5. Simmer 12–15 minutes until slightly thickened and glossy. Strain through a fine sieve, pressing the solids. Return to the pan, whisk in butter off the heat, and season with fine salt. Keep warm. The sauce should be intense - a small amount per plate is the intention.
STAGE 3 — LAMB SCOTCH EGGS:
6. Bring a small pan of water to a rolling boil. Lower in quail eggs and cook exactly 2 minutes 15 seconds for a running yolk. Transfer immediately to iced water for 2 minutes. Peel very carefully - quail shells are fragile.
7. In a bowl, combine lamb mince, cumin, coriander, garam masala, garlic, ginger, chilli flakes, and salt. Mix with your hands until spices are evenly distributed. Divide into 4 equal portions.
8. Working with wet hands, flatten a mince portion into a thin disc in your palm. Place a peeled quail egg in the centre. Bring the mince up and around, pressing firmly to seal with no gaps or thin patches. Roll into a smooth ball. Refrigerate 15 minutes to firm.
9. Set up three bowls: seasoned flour, beaten eggs, panko breadcrumbs. Roll each scotch egg in flour (shake off excess), then egg wash, then panko, pressing crumbs to adhere. For extra crispiness, repeat the egg wash and panko step.
10. Heat oil in a deep saucepan to 175°C / 350°F. Fry scotch eggs 3–4 minutes, turning, until deeply golden and the mince is cooked through (internal temperature 75°C / 165°F). Drain on a rack and rest 2 minutes.

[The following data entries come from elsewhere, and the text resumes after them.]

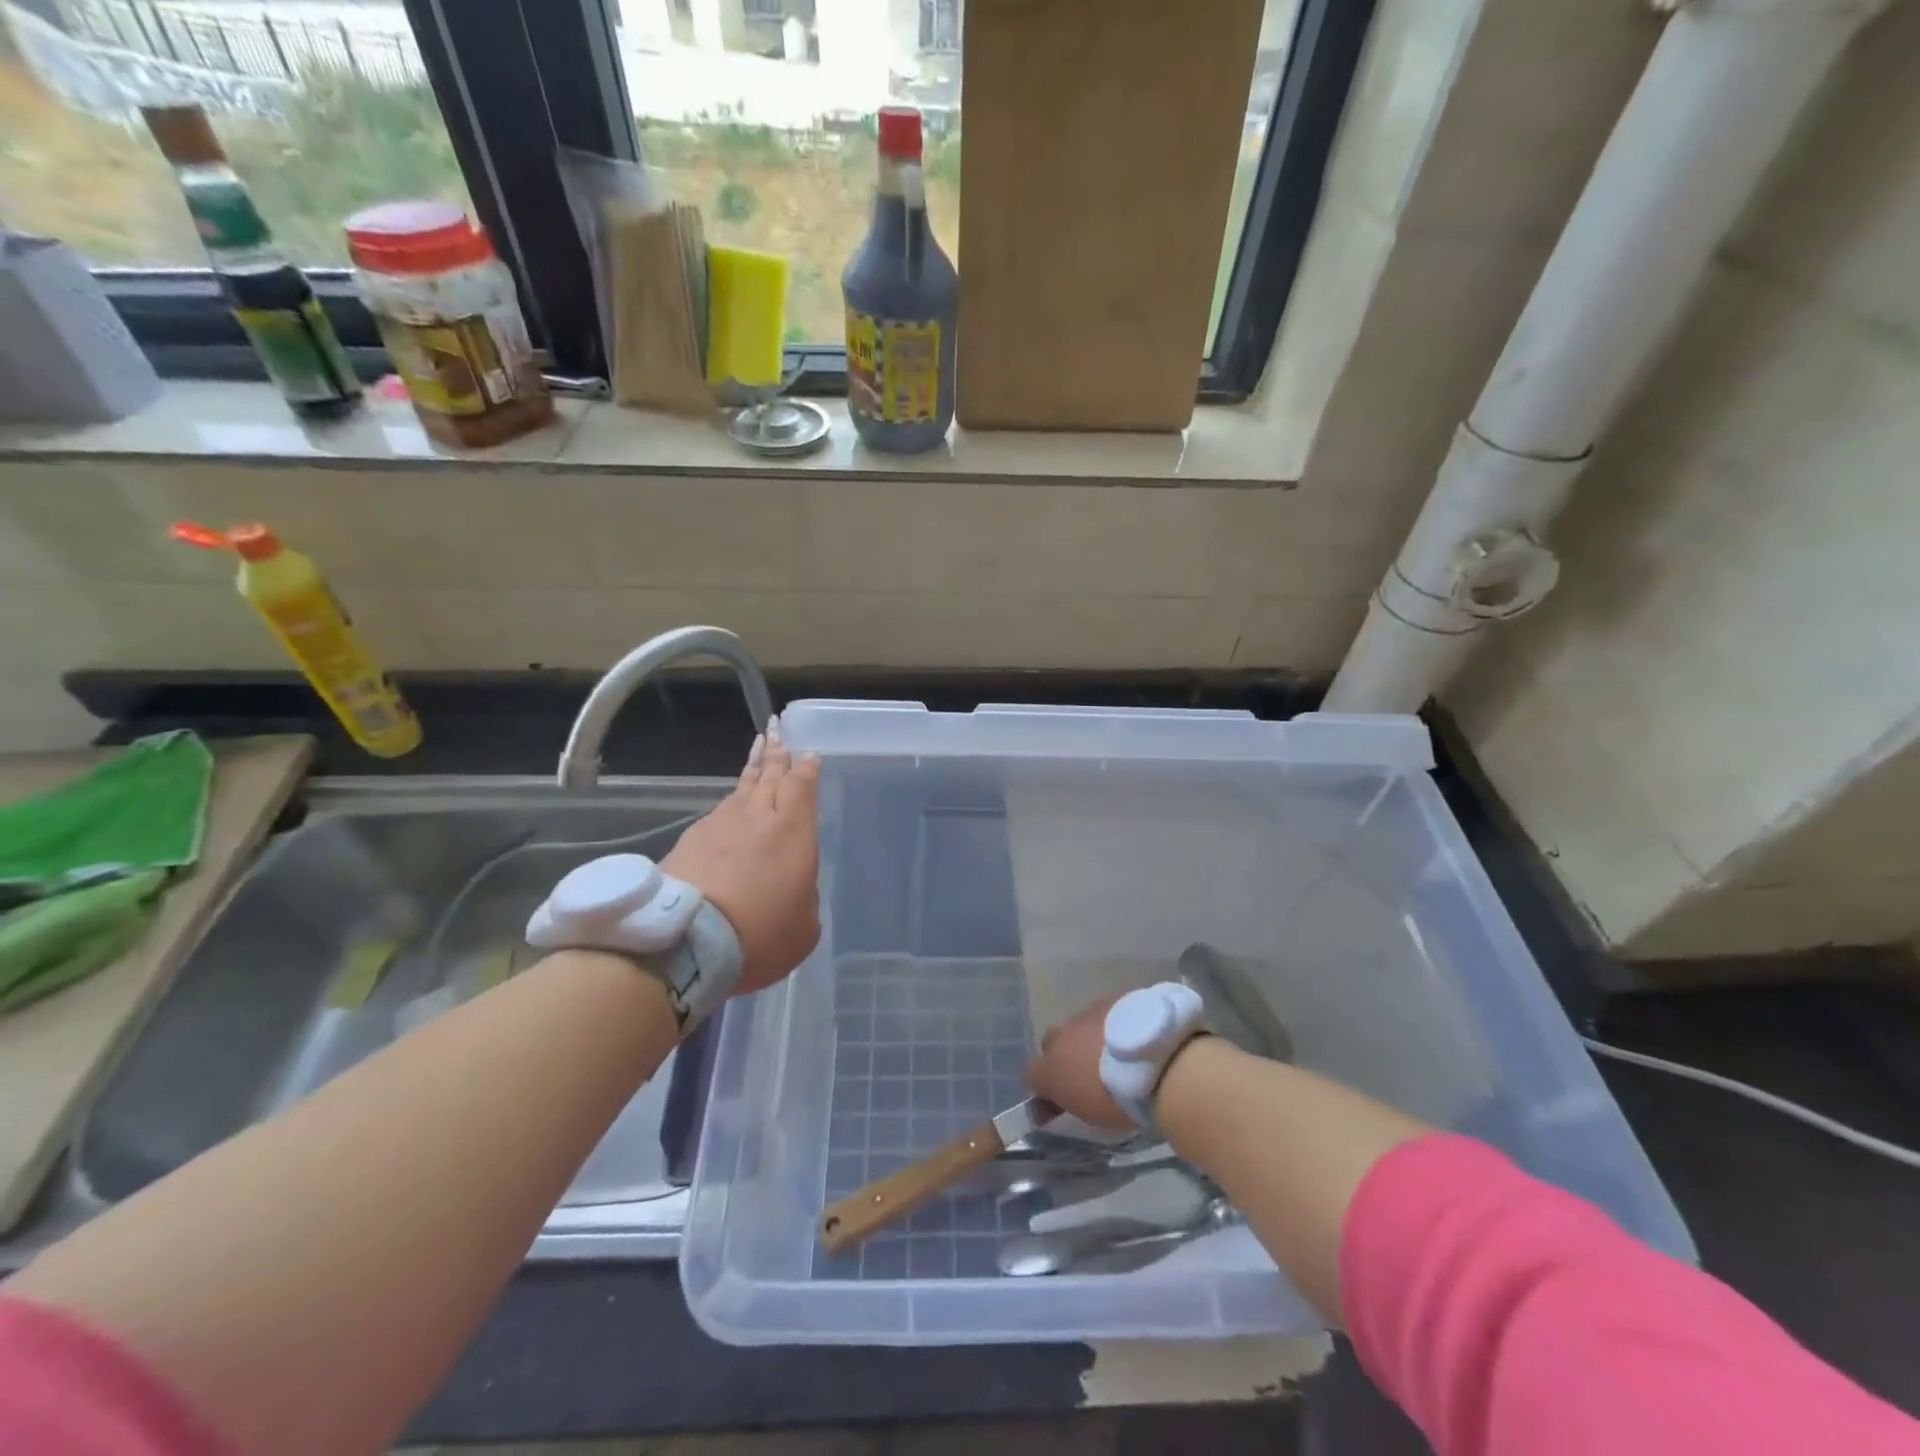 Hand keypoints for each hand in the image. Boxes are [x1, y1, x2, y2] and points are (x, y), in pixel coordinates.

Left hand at [662, 719, 821, 994]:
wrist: (686, 941)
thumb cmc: (760, 934)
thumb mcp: (803, 928)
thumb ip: (804, 900)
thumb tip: (795, 892)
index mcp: (794, 831)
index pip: (802, 787)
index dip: (806, 768)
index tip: (808, 752)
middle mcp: (758, 817)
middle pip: (770, 775)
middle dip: (776, 751)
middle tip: (776, 729)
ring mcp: (719, 825)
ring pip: (740, 788)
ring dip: (752, 769)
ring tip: (757, 753)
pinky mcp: (689, 840)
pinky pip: (716, 813)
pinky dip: (727, 805)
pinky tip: (727, 808)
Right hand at [1023, 995, 1132, 1132]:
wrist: (1155, 1060)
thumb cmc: (1119, 1098)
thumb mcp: (1090, 1114)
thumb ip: (1070, 1101)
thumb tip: (1051, 1105)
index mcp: (1050, 1068)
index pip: (1030, 1074)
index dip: (1042, 1085)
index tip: (1057, 1099)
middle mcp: (1061, 1036)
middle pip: (1052, 1042)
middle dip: (1065, 1054)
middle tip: (1089, 1072)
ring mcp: (1087, 1014)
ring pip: (1079, 1025)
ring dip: (1090, 1038)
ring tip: (1117, 1055)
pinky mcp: (1112, 999)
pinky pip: (1105, 1014)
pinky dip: (1112, 1026)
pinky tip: (1133, 1038)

STAGE 4 — ANCHOVY & WILD GARLIC SALSA:
11. Finely chop anchovy fillets, wild garlic, parsley, and capers together until almost a paste but still slightly textured. Transfer to a bowl. Stir in lemon juice and olive oil. Season with black pepper; taste before adding salt as anchovies contribute significant salinity. Set aside at room temperature.
STAGE 5 — CHAR THE ASPARAGUS:
12. Toss asparagus spears in olive oil and flaky salt. Heat a ridged griddle pan or cast-iron skillet until smoking. Cook asparagus in a single layer 2–3 minutes per side until tender and charred at the tips. Alternatively, cook directly over a gas flame using tongs. Keep warm.
STAGE 6 — SEAR THE LAMB CHOPS & APPLY THE CRUST:
13. Combine flaky sea salt, black pepper, cumin, coriander, paprika, turmeric, cinnamon, and chilli flakes. Press firmly onto all sides of each lamb cutlet, including the fat cap. Allow to sit at room temperature 15 minutes.
14. Heat a cast-iron skillet over high heat until smoking. Add neutral oil. Sear the lamb chops 2 minutes per side for medium-rare (core 57°C / 135°F), pressing the fat cap against the pan for 1 minute to render and crisp. Remove and rest on a rack 3 minutes.
15. While the chops rest, spoon a generous amount of aubergine and herb paste over the top of each. Flash under a hot grill / broiler for 1–2 minutes if desired to set the crust.
TO PLATE:
16. Place 2 lamb chops per plate, crust-side up. Halve each scotch egg and place beside the chops, cut-side up to reveal the running yolk. Add 3 asparagus spears. Spoon a small amount of salsa to one side. Drizzle tamarind sauce sparingly around the plate - use a squeeze bottle for control. Serve immediately.